*TASK TO CARRY OUT*
In the records below, which lines include "南九经街"? Copy them.

*Stored data entries*
────────────────────────────────────────

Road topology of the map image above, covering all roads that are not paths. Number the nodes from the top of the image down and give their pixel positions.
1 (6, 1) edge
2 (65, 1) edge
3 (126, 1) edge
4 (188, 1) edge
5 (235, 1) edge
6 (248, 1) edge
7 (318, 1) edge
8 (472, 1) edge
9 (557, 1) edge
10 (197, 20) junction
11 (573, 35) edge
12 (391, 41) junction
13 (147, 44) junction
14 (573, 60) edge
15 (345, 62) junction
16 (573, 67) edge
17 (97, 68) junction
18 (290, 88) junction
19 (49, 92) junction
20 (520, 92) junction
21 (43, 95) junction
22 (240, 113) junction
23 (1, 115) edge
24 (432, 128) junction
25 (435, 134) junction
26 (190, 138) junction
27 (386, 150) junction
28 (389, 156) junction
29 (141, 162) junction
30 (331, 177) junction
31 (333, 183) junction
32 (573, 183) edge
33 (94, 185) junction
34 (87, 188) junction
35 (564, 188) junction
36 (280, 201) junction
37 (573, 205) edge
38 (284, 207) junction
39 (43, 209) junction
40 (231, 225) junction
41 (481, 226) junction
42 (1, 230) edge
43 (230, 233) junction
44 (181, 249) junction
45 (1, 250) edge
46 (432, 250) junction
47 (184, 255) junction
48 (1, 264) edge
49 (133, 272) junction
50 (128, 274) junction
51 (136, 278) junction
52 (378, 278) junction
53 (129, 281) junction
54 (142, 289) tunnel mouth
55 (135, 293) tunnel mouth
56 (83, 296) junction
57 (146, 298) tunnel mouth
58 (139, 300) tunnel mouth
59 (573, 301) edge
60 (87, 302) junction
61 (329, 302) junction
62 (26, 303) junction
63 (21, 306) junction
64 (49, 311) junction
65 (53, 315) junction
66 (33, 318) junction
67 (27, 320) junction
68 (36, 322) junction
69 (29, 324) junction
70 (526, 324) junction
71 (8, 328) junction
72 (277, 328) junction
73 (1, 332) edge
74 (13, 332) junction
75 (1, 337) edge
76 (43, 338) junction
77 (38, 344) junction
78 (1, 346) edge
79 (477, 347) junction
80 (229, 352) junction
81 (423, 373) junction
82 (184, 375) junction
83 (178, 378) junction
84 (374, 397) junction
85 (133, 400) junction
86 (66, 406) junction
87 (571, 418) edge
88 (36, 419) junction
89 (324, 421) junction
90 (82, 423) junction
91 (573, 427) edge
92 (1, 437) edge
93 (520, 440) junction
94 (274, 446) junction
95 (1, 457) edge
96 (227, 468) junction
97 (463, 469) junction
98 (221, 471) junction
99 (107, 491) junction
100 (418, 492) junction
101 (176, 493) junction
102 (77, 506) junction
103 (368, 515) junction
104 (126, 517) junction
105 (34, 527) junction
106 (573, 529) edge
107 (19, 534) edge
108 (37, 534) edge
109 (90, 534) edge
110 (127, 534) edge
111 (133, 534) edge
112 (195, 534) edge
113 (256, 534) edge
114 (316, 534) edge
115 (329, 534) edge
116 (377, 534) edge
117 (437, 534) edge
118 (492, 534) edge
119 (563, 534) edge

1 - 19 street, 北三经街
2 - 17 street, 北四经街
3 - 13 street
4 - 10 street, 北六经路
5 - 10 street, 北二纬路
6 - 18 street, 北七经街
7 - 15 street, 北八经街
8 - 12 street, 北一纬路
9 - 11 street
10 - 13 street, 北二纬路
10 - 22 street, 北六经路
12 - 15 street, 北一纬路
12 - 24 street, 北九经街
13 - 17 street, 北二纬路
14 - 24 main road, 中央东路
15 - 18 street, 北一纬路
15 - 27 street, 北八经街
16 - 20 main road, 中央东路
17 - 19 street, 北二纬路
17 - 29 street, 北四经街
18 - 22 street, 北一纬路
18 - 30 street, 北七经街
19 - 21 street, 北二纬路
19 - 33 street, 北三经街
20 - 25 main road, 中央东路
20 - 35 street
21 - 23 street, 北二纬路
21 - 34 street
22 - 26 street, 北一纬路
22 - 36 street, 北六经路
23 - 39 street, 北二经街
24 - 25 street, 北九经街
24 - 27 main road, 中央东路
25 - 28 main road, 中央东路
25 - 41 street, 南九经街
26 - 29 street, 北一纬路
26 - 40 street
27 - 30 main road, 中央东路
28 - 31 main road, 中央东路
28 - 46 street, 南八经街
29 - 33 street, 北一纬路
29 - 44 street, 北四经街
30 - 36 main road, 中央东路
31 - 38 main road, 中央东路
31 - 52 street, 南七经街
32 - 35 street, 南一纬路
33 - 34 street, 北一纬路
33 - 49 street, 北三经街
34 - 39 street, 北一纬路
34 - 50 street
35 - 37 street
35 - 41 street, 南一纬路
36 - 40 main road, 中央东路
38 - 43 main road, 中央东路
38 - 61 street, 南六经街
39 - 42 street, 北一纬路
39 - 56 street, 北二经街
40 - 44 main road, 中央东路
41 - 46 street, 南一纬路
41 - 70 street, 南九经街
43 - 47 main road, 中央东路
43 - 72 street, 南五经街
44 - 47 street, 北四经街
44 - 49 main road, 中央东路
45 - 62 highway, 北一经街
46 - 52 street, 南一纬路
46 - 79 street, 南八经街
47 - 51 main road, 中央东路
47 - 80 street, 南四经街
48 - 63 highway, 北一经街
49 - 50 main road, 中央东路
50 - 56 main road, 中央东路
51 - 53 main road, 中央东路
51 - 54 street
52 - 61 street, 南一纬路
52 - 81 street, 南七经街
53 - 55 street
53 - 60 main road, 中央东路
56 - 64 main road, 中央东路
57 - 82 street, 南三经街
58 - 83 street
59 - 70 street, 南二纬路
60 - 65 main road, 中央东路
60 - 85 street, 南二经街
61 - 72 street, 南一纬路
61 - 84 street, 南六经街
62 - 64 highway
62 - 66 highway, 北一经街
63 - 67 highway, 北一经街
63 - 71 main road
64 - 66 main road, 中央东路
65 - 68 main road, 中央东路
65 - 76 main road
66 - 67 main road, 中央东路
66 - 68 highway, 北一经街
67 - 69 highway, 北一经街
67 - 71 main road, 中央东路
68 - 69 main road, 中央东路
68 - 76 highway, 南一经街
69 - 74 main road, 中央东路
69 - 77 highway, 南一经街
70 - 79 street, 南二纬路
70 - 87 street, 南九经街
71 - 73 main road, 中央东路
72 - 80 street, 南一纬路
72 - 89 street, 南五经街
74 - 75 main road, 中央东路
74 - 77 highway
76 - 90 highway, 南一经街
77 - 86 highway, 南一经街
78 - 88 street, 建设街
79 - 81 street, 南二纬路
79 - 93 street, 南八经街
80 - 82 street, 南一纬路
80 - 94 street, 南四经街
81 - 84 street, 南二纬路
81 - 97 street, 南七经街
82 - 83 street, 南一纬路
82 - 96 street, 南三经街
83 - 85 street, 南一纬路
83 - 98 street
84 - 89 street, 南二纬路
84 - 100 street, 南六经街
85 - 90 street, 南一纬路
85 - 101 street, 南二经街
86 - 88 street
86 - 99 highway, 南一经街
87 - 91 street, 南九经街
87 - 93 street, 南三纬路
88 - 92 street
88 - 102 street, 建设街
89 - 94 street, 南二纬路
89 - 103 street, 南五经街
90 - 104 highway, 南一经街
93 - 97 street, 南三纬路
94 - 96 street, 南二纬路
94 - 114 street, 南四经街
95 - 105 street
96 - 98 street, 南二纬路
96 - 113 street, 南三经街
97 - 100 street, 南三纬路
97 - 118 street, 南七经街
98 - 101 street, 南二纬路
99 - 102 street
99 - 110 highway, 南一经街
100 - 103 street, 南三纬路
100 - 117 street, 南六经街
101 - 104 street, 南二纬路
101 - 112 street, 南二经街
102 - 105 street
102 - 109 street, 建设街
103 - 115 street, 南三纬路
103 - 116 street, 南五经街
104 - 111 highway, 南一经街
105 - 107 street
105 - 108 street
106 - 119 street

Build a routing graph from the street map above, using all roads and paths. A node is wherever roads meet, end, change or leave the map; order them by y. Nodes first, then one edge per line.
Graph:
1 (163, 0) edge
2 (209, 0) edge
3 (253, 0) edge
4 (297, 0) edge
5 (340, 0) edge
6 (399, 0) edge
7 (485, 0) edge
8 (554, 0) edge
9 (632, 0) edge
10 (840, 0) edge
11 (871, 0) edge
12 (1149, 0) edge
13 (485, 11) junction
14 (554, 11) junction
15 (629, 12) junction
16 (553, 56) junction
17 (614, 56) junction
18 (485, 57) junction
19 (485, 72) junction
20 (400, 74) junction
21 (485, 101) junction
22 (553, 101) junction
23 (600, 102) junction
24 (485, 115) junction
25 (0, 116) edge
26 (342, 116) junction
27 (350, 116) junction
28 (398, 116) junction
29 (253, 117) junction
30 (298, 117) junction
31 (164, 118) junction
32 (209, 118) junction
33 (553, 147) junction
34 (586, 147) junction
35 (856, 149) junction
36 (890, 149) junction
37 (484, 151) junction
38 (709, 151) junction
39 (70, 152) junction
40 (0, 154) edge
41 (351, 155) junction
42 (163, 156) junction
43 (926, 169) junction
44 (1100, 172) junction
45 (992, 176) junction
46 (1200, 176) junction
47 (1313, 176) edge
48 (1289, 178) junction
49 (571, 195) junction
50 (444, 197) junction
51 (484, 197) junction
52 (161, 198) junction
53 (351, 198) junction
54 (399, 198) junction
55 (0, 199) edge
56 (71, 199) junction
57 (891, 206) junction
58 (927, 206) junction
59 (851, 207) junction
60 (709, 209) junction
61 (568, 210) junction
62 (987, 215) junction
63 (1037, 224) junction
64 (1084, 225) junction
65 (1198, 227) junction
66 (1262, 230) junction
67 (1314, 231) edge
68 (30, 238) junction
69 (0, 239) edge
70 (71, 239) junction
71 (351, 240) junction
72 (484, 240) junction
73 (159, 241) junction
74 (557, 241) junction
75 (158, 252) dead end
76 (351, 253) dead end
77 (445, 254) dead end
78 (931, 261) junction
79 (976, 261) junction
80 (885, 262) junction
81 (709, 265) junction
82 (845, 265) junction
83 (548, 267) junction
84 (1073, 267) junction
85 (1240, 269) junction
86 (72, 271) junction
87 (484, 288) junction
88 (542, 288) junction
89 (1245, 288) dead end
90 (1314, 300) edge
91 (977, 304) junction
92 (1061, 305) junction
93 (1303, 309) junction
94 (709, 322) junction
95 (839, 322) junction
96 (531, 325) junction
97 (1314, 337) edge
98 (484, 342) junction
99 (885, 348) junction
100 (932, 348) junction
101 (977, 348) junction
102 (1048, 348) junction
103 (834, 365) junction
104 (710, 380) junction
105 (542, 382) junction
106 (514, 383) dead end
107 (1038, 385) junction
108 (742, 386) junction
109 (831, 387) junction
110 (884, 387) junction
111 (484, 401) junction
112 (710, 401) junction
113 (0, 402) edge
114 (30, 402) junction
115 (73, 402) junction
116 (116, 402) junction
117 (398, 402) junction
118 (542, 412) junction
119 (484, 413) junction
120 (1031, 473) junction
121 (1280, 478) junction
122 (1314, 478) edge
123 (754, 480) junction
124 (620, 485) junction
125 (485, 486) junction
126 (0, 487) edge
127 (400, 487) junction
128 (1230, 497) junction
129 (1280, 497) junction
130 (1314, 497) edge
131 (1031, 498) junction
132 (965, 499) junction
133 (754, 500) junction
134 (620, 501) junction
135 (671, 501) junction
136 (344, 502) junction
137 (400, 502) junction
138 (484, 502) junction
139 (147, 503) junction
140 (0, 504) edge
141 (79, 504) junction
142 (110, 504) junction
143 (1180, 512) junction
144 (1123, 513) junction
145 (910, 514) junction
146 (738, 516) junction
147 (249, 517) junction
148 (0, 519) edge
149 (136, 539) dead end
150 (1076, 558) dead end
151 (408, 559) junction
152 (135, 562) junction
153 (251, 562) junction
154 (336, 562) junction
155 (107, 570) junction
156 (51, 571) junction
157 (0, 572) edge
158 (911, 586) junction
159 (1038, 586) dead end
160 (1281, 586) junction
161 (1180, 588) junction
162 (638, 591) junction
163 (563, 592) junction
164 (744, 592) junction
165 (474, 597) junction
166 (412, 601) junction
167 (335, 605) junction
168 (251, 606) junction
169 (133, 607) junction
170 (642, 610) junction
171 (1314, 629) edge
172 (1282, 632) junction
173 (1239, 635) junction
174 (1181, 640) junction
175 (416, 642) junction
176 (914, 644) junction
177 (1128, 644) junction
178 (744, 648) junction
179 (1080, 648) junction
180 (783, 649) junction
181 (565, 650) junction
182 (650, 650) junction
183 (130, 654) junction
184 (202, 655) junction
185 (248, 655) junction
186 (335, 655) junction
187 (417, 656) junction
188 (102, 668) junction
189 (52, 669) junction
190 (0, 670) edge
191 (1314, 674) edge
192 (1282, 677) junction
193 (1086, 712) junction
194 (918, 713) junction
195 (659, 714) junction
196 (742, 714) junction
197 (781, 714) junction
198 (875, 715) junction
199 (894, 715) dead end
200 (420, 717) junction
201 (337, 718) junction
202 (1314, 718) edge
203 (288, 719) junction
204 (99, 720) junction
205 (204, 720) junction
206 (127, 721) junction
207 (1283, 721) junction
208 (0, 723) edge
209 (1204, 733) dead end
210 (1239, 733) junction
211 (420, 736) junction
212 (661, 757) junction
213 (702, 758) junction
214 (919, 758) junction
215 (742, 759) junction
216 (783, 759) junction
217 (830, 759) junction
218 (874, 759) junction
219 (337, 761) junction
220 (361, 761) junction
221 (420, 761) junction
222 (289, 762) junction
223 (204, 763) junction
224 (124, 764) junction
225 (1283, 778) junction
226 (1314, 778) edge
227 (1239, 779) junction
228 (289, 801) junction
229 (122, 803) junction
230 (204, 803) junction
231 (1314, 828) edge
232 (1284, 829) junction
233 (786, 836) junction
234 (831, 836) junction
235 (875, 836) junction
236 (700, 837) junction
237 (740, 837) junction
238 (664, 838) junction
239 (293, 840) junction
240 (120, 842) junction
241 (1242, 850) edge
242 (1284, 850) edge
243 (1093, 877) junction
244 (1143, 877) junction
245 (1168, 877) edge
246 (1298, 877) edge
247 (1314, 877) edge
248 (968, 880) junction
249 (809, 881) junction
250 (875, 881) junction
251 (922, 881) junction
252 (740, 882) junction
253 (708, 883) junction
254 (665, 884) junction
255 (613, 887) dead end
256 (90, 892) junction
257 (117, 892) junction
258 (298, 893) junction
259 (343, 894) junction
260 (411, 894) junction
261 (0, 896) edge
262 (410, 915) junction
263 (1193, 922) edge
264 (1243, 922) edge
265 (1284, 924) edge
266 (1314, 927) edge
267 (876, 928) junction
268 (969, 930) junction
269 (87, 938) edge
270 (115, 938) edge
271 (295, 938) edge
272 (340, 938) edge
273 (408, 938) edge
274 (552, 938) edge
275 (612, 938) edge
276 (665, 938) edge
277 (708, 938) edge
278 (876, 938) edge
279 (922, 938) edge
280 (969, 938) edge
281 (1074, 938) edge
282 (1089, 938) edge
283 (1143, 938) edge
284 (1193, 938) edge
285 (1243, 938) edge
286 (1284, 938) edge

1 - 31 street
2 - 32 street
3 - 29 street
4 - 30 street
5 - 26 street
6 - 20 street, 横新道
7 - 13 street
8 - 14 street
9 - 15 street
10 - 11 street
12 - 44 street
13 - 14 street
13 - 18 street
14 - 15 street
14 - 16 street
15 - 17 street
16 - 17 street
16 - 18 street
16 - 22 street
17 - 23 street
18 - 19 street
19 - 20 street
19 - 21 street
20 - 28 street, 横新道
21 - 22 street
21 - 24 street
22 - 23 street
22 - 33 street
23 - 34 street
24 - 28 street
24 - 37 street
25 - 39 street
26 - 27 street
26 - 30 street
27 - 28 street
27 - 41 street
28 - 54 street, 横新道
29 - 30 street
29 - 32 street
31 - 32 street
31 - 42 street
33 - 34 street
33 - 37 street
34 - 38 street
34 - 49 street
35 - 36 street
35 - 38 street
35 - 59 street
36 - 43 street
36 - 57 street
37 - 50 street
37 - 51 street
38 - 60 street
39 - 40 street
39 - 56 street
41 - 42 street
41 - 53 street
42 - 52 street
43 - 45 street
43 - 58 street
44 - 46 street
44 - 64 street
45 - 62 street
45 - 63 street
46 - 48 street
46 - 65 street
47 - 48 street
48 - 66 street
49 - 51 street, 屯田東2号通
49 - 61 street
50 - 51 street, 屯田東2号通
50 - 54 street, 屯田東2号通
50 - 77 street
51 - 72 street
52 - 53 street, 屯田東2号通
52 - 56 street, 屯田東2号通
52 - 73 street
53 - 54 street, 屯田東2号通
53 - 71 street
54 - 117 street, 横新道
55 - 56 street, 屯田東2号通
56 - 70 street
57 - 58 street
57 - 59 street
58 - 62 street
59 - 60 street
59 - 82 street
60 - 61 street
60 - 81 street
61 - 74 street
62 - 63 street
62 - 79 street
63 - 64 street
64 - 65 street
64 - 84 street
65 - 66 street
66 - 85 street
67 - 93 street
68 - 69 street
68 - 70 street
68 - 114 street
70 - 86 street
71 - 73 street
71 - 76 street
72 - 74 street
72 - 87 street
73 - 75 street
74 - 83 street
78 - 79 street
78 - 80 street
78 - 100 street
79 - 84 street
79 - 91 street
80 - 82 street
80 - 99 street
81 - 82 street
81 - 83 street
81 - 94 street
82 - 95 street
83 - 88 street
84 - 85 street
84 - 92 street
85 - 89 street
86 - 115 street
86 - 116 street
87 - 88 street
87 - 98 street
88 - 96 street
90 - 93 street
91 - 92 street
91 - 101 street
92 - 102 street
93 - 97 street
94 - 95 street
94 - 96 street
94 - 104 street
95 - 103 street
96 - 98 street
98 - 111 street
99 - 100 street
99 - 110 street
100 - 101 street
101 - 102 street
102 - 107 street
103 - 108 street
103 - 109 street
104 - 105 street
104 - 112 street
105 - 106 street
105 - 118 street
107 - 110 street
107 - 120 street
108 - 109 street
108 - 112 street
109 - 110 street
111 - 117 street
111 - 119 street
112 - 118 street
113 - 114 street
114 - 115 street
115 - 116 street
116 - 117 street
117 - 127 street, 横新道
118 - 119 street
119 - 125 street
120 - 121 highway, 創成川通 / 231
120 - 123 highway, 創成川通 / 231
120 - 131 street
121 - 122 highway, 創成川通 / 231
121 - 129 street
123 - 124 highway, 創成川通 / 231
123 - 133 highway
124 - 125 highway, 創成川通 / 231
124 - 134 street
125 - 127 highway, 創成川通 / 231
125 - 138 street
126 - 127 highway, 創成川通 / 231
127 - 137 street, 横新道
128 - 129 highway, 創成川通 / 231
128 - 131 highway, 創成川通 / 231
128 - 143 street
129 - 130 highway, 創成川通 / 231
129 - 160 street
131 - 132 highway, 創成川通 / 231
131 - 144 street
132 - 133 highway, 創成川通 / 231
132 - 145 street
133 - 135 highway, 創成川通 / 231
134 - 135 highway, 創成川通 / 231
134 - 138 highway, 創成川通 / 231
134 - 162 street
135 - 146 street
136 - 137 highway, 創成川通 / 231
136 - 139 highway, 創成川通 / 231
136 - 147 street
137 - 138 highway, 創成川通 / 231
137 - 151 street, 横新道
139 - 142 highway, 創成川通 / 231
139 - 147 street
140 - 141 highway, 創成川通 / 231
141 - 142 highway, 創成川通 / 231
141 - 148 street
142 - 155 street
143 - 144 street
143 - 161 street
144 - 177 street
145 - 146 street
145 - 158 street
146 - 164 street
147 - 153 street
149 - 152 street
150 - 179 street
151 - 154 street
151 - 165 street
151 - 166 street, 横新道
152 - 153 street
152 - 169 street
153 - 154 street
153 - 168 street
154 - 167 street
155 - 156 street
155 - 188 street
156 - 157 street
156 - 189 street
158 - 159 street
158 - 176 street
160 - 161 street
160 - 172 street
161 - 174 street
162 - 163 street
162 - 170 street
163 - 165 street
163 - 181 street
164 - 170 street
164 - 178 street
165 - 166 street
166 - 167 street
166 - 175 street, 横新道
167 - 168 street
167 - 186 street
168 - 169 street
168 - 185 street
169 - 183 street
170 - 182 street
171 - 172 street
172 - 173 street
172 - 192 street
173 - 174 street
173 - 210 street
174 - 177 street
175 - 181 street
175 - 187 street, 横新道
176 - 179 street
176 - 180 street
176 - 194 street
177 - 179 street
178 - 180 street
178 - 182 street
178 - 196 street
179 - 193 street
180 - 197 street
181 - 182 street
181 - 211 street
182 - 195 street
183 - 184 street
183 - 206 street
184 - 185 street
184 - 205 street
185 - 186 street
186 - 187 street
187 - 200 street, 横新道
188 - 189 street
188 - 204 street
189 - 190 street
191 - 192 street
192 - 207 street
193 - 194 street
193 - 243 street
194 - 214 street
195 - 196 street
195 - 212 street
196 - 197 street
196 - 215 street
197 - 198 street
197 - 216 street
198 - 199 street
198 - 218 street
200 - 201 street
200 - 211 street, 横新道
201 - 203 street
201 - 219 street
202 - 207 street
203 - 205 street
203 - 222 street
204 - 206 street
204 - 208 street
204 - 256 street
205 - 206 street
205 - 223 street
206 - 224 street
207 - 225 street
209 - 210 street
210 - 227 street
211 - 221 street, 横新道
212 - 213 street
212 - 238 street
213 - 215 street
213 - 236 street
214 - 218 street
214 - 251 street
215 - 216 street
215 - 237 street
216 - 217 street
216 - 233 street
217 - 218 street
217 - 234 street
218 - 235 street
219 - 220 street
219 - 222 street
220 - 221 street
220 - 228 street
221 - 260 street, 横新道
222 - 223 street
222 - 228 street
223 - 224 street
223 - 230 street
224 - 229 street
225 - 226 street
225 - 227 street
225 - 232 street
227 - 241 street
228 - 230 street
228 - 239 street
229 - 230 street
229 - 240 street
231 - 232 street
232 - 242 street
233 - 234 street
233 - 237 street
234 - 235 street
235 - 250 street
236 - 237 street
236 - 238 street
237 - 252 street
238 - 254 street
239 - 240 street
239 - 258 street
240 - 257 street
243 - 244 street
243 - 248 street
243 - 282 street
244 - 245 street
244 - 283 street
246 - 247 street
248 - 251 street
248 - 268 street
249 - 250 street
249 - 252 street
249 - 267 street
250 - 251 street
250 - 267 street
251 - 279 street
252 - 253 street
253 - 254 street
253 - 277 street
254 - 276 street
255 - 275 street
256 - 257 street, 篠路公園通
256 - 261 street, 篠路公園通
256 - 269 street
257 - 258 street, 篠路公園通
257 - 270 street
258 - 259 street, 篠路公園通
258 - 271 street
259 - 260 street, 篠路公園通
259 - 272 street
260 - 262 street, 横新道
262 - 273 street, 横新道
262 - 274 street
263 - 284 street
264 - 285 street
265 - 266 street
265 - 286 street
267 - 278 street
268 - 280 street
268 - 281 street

────────────────────────────────────────

*RESULT BELOW*
25 - 41 street, 南九经街
41 - 70 street, 南九经街
70 - 87 street, 南九经街
87 - 91 street, 南九经街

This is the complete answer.